▶ [Problem] Your reply should hold every record exactly as given, with no pictures in it.

(Collected data entries)
____________________

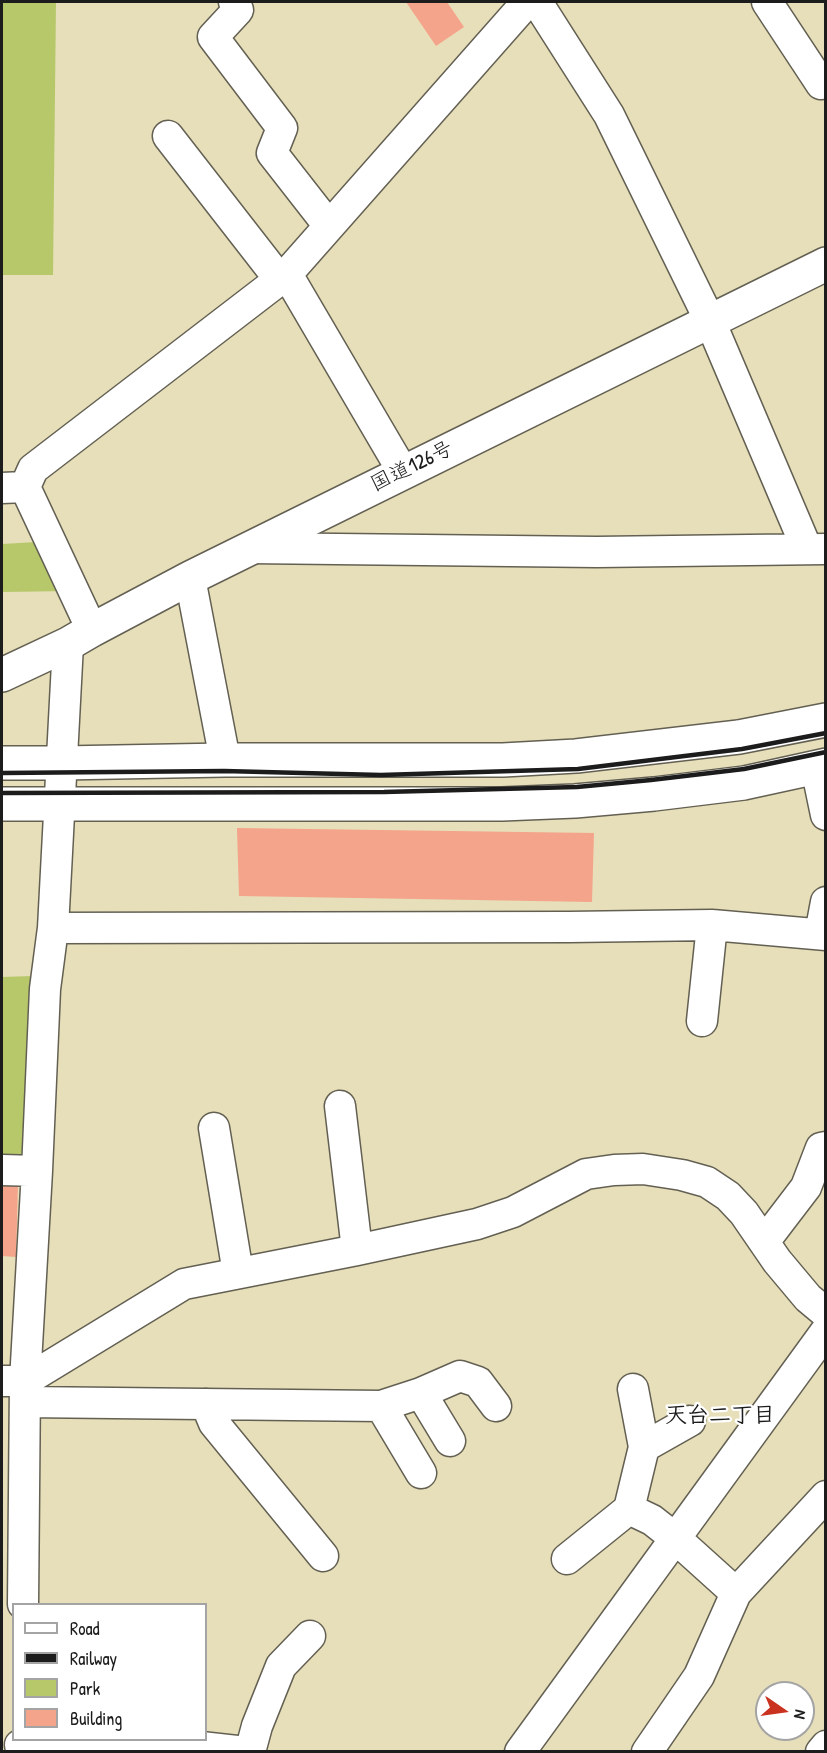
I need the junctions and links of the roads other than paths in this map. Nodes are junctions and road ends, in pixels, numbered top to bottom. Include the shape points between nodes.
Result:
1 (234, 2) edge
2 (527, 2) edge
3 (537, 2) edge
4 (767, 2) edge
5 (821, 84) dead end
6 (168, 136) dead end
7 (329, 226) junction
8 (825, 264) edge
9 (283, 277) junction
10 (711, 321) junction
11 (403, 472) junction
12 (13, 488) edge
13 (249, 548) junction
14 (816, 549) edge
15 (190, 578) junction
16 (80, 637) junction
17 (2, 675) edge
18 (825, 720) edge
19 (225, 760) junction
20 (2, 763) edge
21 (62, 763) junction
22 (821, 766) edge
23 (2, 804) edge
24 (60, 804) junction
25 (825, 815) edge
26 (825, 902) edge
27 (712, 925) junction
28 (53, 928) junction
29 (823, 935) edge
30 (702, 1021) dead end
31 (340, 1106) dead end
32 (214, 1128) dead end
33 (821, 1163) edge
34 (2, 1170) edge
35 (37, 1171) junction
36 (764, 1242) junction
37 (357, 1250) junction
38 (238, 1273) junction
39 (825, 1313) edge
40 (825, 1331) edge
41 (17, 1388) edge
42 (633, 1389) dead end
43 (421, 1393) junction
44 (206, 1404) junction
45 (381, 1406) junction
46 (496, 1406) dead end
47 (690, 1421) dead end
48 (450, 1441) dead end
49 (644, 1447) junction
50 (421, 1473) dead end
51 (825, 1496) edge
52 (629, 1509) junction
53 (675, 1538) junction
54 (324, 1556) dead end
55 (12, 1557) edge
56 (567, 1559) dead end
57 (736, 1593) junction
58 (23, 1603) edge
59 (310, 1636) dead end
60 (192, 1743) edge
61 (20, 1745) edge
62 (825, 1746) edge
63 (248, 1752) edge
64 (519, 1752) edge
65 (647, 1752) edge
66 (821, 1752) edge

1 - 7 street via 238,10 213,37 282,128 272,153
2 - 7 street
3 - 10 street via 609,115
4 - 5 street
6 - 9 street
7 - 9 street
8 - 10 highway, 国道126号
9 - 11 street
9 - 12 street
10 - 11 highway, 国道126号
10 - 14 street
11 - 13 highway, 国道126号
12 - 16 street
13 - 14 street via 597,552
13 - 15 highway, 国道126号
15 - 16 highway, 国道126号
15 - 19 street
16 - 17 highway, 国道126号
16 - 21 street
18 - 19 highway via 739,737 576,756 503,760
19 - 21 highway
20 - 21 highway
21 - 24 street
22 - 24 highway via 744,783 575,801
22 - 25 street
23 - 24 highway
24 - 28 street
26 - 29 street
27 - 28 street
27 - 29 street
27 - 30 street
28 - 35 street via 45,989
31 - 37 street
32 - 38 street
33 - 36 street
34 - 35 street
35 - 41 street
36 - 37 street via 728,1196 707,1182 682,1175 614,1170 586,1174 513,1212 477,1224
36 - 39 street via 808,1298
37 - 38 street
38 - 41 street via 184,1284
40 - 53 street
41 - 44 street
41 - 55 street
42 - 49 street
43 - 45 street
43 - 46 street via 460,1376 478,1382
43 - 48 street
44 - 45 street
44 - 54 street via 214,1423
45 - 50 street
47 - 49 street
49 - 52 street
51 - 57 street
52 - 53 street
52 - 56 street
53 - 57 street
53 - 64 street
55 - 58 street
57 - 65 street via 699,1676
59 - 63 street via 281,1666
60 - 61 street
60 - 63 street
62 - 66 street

____________________

▶ [Finished task]
I need the junctions and links of the roads other than paths in this map. Nodes are junctions and road ends, in pixels, numbered top to bottom. Include the shape points between nodes.
Result:
1 (234, 2) edge
2 (527, 2) edge
3 (537, 2) edge
4 (767, 2) edge
5 (821, 84) dead end
6 (168, 136) dead end
7 (329, 226) junction
8 (825, 264) edge
9 (283, 277) junction
10 (711, 321) junction
11 (403, 472) junction
12 (13, 488) edge
13 (249, 548) junction
14 (816, 549) edge
15 (190, 578) junction
16 (80, 637) junction
17 (2, 675) edge
18 (825, 720) edge
19 (225, 760) junction
20 (2, 763) edge
21 (62, 763) junction
22 (821, 766) edge
23 (2, 804) edge
24 (60, 804) junction
25 (825, 815) edge
26 (825, 902) edge
27 (712, 925) junction
28 (53, 928) junction
29 (823, 935) edge
30 (702, 1021) dead end
31 (340, 1106) dead end
32 (214, 1128) dead end
33 (821, 1163) edge
34 (2, 1170) edge
35 (37, 1171) junction
36 (764, 1242) junction
37 (357, 1250) junction
38 (238, 1273) junction
39 (825, 1313) edge
40 (825, 1331) edge
41 (17, 1388) edge
42 (633, 1389) dead end
43 (421, 1393) junction
44 (206, 1404) junction
45 (381, 1406) junction
46 (496, 1406) dead end
47 (690, 1421) dead end
48 (450, 1441) dead end
49 (644, 1447) junction
50 (421, 1473) dead end
51 (825, 1496) edge
52 (629, 1509) junction
53 (675, 1538) junction
54 (324, 1556) dead end
55 (12, 1557) edge
56 (567, 1559) dead end
57 (736, 1593) junction
58 (23, 1603) edge
59 (310, 1636) dead end
60 (192, 1743) edge
61 (20, 1745) edge
62 (825, 1746) edge
63 (248, 1752) edge
64 (519, 1752) edge
65 (647, 1752) edge
66 (821, 1752) edge

1 - 7 street via 238,10 213,37 282,128 272,153
2 - 7 street
3 - 10 street via 609,115
4 - 5 street
6 - 9 street
7 - 9 street
8 - 10 highway, 国道126号
9 - 11 street
9 - 12 street
10 - 11 highway, 国道126号
10 - 14 street
11 - 13 highway, 国道126号
12 - 16 street
13 - 14 street via 597,552
13 - 15 highway, 国道126号
15 - 16 highway, 国道126号
15 - 19 street
16 - 17 highway, 国道126号
16 - 21 street
18 - 19 highway via 739,737 576,756 503,760
19 - 21 highway
20 - 21 highway
21 - 24 street
22 - 24 highway via 744,783 575,801
22 - 25 street
23 - 24 highway
24 - 28 street
26 - 29 street
27 - 28 street
27 - 29 street
27 - 30 street
28 - 35 street via 45,989
31 - 37 street
32 - 38 street
33 - 36 street
34 - 35 street
35 - 41 street
36 - 37 street via 728,1196 707,1182 682,1175 614,1170 586,1174 513,1212 477,1224
36 - 39 street via 808,1298
37 - 38 street
38 - 41 street via 184,1284
40 - 53 street
41 - 44 street
41 - 55 street
42 - 49 street
43 - 45 street
43 - 46 street via 460,1376 478,1382
43 - 48 street
44 - 45 street
44 - 54 street via 214,1423
45 - 50 street
47 - 49 street
49 - 52 street
51 - 57 street
52 - 53 street
52 - 56 street
53 - 57 street
53 - 64 street
55 - 58 street
57 - 65 street via 699,1676
59 - 63 street via 281,1666
60 - 61 street
60 - 63 street
62 - 66 street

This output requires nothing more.